===== Extracted entries =====

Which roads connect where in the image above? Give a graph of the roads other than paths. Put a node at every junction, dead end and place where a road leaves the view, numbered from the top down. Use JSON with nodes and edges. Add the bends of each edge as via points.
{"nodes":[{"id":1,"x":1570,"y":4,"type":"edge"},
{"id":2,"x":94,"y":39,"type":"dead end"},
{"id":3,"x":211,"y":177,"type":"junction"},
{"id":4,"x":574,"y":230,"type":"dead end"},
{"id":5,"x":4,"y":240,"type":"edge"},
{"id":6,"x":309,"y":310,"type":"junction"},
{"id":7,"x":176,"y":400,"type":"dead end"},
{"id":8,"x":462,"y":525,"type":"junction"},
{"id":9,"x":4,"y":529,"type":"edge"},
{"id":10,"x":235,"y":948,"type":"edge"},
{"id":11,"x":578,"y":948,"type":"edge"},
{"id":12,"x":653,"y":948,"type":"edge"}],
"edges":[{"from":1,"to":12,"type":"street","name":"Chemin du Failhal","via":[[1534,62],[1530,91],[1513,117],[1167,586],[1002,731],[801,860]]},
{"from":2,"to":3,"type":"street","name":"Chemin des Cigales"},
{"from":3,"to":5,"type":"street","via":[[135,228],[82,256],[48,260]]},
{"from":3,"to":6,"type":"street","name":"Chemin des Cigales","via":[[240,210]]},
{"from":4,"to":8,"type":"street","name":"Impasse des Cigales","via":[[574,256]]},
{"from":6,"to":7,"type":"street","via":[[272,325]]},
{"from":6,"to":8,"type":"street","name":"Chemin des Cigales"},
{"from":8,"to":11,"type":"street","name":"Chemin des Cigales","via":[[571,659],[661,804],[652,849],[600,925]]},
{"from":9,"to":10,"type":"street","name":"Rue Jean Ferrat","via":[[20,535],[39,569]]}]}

=====

Exercise details:
The whole listing above needs to be reproduced exactly.

Answer to the exercise:
Which roads connect where in the image above? Give a graph of the roads other than paths. Put a node at every junction, dead end and place where a road leaves the view, numbered from the top down. Use JSON with nodes and edges. Add the bends of each edge as via points.
{"nodes":[{"id":1,"x":1570,"y":4,"type":"edge"},
{"id":2,"x":94,"y":39,"type":"dead end"},
{"id":3,"x":211,"y":177,"type":"junction"},
{"id":4,"x":574,"y":230,"type":"dead end"},
{"id":5,"x":4,"y":240,"type":"edge"},
{"id":6,"x":309,"y":310,"type":"junction"},
{"id":7,"x":176,"y":400,"type":"dead end"},
{"id":8,"x":462,"y":525,"type":"junction"},
{"id":9,"x":4,"y":529,"type":"edge"},
{"id":10,"x":235,"y":948,"type":"edge"},
{"id":11,"x":578,"y":948,"type":"edge"},
{"id":12,"x":653,"y":948,"type":"edge"}],
"edges":[{"from":1,"to":12,"type":"street","name":"Chemin du Failhal","via":[[1534,62],[1530,91],[1513,117],[1167,586],[1002,731],[801,860]]},
{"from":2,"to":3,"type":"street","name":"Chemin des Cigales"},
{"from":3,"to":5,"type":"street","via":[[135,228],[82,256],[48,260]]},
{"from":3,"to":6,"type":"street","name":"Chemin des Cigales","via":[[240,210]]},
{"from":4,"to":8,"type":"street","name":"Impasse des Cigales","via":[[574,256]]},
{"from":6,"to":7,"type":"street","via":[[272,325]]},
{"from":6,"to":8,"type":"street","name":"Chemin des Cigales"},
{"from":8,"to":11,"type":"street","name":"Chemin des Cigales","via":[[571,659],[661,804],[652,849],[600,925]]},
{"from":9,"to":10,"type":"street","name":"Rue Jean Ferrat","via":[[20,535],[39,569]]}]}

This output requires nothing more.